Given data below:

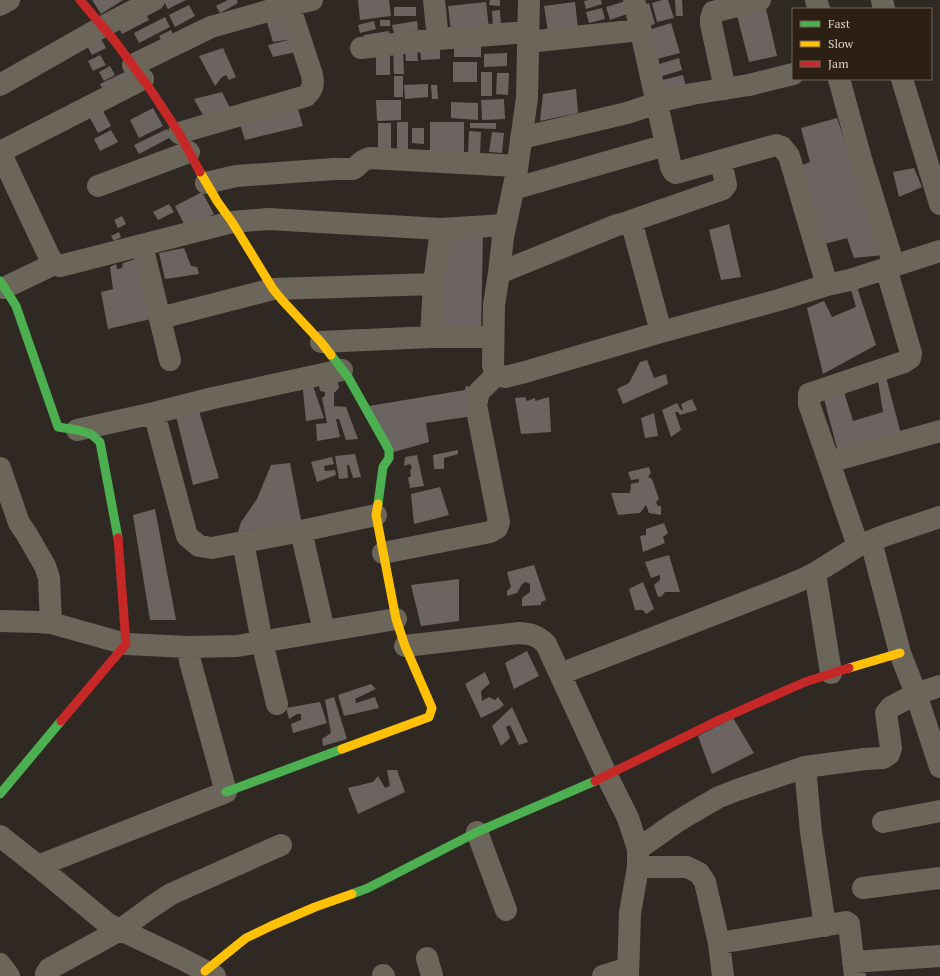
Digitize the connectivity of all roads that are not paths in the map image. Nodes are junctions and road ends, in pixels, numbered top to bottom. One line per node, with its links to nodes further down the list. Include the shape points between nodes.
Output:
1 (9, 0): 10 (street)
2 (80, 0): 11 (street)
3 (154, 0): 11 (street)
4 (312, 0): 9 (street)
5 (434, 0): 14 (street)
6 (529, 0): 13 (street)
7 (634, 0): 12 (street)
8 (760, 0): 21 (street, via 713,12 711,24)
9 (289, 4): 16 (street, via 212,27); 24 (street, via 312,75 311,91 306,96)
10 (0, 5)
11 (102, 27): 16 (street); 20 (street)
12 (640, 30): 13 (street); 22 (street)
13 (528, 37): 14 (street); 23 (street, via 527,98)
14 (438, 39): 15 (street)
15 (362, 48)
16 (138, 72): 24 (street); 26 (street)
17 (792, 74): 21 (street)
18 (838, 80): 41 (street)
19 (902, 80): 27 (street)
20 (0, 85)
21 (725, 89): 22 (street)
22 (657, 103): 23 (street, via 627,113); 25 (street)
23 (521, 138): 29 (street)
24 (184, 142): 30 (street); 31 (street)
25 (666, 145): 28 (street, via 671,167 676,173); 32 (street)
26 (0, 152): 40 (street)
27 (932, 152): 33 (street)
28 (721, 161): 35 (street, via 726,185 723,189); 45 (street, via 776,145 786,152)
29 (517, 166): 30 (street, via 370,158 361,161 352,169 236,176); 32 (street)
30 (206, 183): 34 (street)
31 (98, 186)
32 (513, 189): 36 (street)
33 (940, 204)
34 (232, 222): 37 (street, via 268,219); 38 (street); 46 (street)
35 (628, 222): 42 (street); 48 (street, via 632,224)
36 (505, 225): 37 (street); 42 (street)
37 (441, 228): 44 (street)
38 (142, 245): 40 (street, via 60,266); 47 (street)
39 (940, 251): 41 (street)
40 (54, 264): 43 (street)
41 (890, 267): 45 (street); 58 (street, via 911,353 910,358 809,394 809,404)
42 (499, 273): 50 (street)
43 (2, 284): 56 (street, via 16,306 58,427)
44 (434, 284): 46 (street); 49 (street)
45 (827, 285): 48 (street)
46 (273, 289): 47 (street); 51 (street)
47 (160, 318): 52 (street)
48 (661, 332): 54 (street, via 518,374 505,377)
49 (431, 337): 50 (street); 51 (street)
50 (493, 337): 54 (street, via 492,365)
51 (321, 342): 53 (street)
52 (170, 360)
53 (342, 370): 55 (street); 60 (street, via 389,450 389,458 383,467)
54 (496, 375): 65 (street, via 480,392 476,405 499,522 497,528 490,532)
55 (154, 413): 56 (street); 63 (street, via 187,536 199,546 212,548)
56 (77, 430): 72 (street, via 91,434 100,442 118,533)
57 (940, 431): 58 (street)
58 (829, 462): 64 (street)
59 (0, 468): 69 (street, via 19,523 49,578)
60 (376, 515): 62 (street); 65 (street)
61 (940, 517): 64 (street)
62 (301, 531): 63 (street); 70 (street)
63 (244, 542): 71 (street)
64 (865, 544): 66 (street); 75 (street)
65 (384, 553): 67 (street)
66 (815, 573): 76 (street); 77 (street)
67 (396, 619): 70 (street); 73 (street)
68 (0, 621): 69 (street)
69 (51, 623): 72 (street)
70 (324, 631): 71 (street)
71 (262, 642): 74 (street); 80 (street)
72 (126, 644): 74 (street); 85 (street)
73 (405, 646): 77 (street, via 519,633 531,634 541,638 546,644); 84 (street, via 432,708 429,717)
74 (188, 648): 84 (street)
75 (900, 653): 76 (street); 79 (street)
76 (831, 673): 83 (street, via 719,720)
77 (560, 674): 83 (street)
78 (940, 686): 79 (street)
79 (916, 694): 81 (street, via 891,707 886,713 891,748 889,754 883,758); 82 (street)
80 (277, 704)
81 (805, 767): 91 (street, via 719,797 674,823); 96 (street, via 811,832)
82 (940, 767)
83 (608, 776): 88 (street); 91 (street, via 628,818)
84 (226, 792): 92 (street)
85 (0, 794)
86 (940, 811): 87 (street)
87 (883, 822)
88 (477, 832): 95 (street); 103 (street, via 368,888 246,938)
89 (0, 836): 92 (street)
90 (281, 845): 97 (street, via 171,894)
91 (638, 858): 98 (street, via 687,867 699,873 705,882); 102 (street, via 630,913)
92 (38, 866): 97 (street, via 108,924)
93 (940, 878): 94 (street)
94 (863, 888)
95 (506, 910)
96 (825, 926): 98 (street); 101 (street, via 846,922 849,924)
97 (120, 930): 103 (street); 105 (street, via 49,969)
98 (719, 943): 107 (street)
99 (940, 956): 101 (street)
100 (0, 964): 104 (street)
101 (854, 969)
102 (628, 972): 106 (street)
103 (210, 974)
104 (9, 976)
105 (47, 976)
106 (603, 976)
107 (723, 976)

End of Given data.

* [What to produce]: Every record above should come back exactly, but without its pictures.

* [Answer for the task]:
Digitize the connectivity of all roads that are not paths in the map image. Nodes are junctions and road ends, in pixels, numbered top to bottom. One line per node, with its links to nodes further down the list. Include the shape points between nodes.
Output:
1 (9, 0): 10 (street)
2 (80, 0): 11 (street)
3 (154, 0): 11 (street)
4 (312, 0): 9 (street)
5 (434, 0): 14 (street)
6 (529, 0): 13 (street)
7 (634, 0): 12 (street)
8 (760, 0): 21 (street, via 713,12 711,24)
9 (289, 4): 16 (street, via 212,27); 24 (street, via 312,75 311,91 306,96)
10 (0, 5)
11 (102, 27): 16 (street); 20 (street)
12 (640, 30): 13 (street); 22 (street)
13 (528, 37): 14 (street); 23 (street, via 527,98)
14 (438, 39): 15 (street)
15 (362, 48)
16 (138, 72): 24 (street); 26 (street)
17 (792, 74): 21 (street)
18 (838, 80): 41 (street)
19 (902, 80): 27 (street)
20 (0, 85)
21 (725, 89): 22 (street)
22 (657, 103): 23 (street, via 627,113); 25 (street)
23 (521, 138): 29 (street)
24 (184, 142): 30 (street); 31 (street)
25 (666, 145): 28 (street, via 671,167 676,173); 32 (street)
26 (0, 152): 40 (street)
27 (932, 152): 33 (street)
28 (721, 161): 35 (street, via 726,185 723,189); 45 (street, via 776,145 786,152)
29 (517, 166): 30 (street, via 370,158 361,161 352,169 236,176); 32 (street)
30 (206, 183): 34 (street)
31 (98, 186)
32 (513, 189): 36 (street)
33 (940, 204)
34 (232, 222): 37 (street, via 268,219); 38 (street); 46 (street)
35 (628, 222): 42 (street); 48 (street, via 632,224)
36 (505, 225): 37 (street); 42 (street)
37 (441, 228): 44 (street)
38 (142, 245): 40 (street, via 60,266); 47 (street)
39 (940, 251): 41 (street)
40 (54, 264): 43 (street)
41 (890, 267): 45 (street); 58 (street, via 911,353 910,358 809,394 809,404)
42 (499, 273): 50 (street)
43 (2, 284): 56 (street, via 16,306 58,427)
44 (434, 284): 46 (street); 49 (street)
45 (827, 285): 48 (street)
46 (273, 289): 47 (street); 51 (street)
47 (160, 318): 52 (street)
48 (661, 332): 54 (street, via 518,374 505,377)
49 (431, 337): 50 (street); 51 (street)
50 (493, 337): 54 (street, via 492,365)
51 (321, 342): 53 (street)
52 (170, 360)
53 (342, 370): 55 (street); 60 (street, via 389,450 389,458 383,467)
54 (496, 375): 65 (street, via 480,392 476,405 499,522 497,528 490,532)
55 (154, 413): 56 (street); 63 (street, via 187,536 199,546 212,548)
56 (77, 430): 72 (street, via 91,434 100,442 118,533)
57 (940, 431): 58 (street)
58 (829, 462): 64 (street)
59 (0, 468): 69 (street, via 19,523 49,578)
60 (376, 515): 62 (street); 65 (street)
61 (940, 517): 64 (street)
62 (301, 531): 63 (street); 70 (street)
63 (244, 542): 71 (street)
64 (865, 544): 66 (street); 75 (street)
65 (384, 553): 67 (street)
66 (815, 573): 76 (street); 77 (street)
67 (396, 619): 70 (street); 73 (street)
68 (0, 621): 69 (street)
69 (51, 623): 72 (street)
70 (324, 631): 71 (street)
71 (262, 642): 74 (street); 80 (street)
72 (126, 644): 74 (street); 85 (street)
73 (405, 646): 77 (street, via 519,633 531,634 541,638 546,644); 84 (street, via 432,708 429,717)
74 (188, 648): 84 (street)
75 (900, 653): 76 (street); 79 (street)
76 (831, 673): 83 (street, via 719,720)
77 (560, 674): 83 (street)
78 (940, 686): 79 (street)
79 (916, 694): 81 (street, via 891,707 886,713 891,748 889,754 883,758); 82 (street)
80 (277, 704)
81 (805, 767): 91 (street, via 719,797 674,823); 96 (street, via 811,832)
82 (940, 767)
83 (608, 776): 88 (street); 91 (street, via 628,818)
84 (226, 792): 92 (street)
85 (0, 794)
86 (940, 811): 87 (street)
87 (883, 822)
88 (477, 832): 95 (street); 103 (street, via 368,888 246,938)
89 (0, 836): 92 (street)
90 (281, 845): 97 (street, via 171,894)
91 (638, 858): 98 (street, via 687,867 699,873 705,882); 102 (street, via 630,913)
92 (38, 866): 97 (street, via 108,924)
93 (940, 878): 94 (street)
94 (863, 888)
95 (506, 910)
96 (825, 926): 98 (street); 101 (street, via 846,922 849,924)
97 (120, 930): 103 (street); 105 (street, via 49,969)
98 (719, 943): 107 (street)
99 (940, 956): 101 (street)
100 (0, 964): 104 (street)
101 (854, 969)
102 (628, 972): 106 (street)
103 (210, 974)
104 (9, 976)
105 (47, 976)
106 (603, 976)
107 (723, 976)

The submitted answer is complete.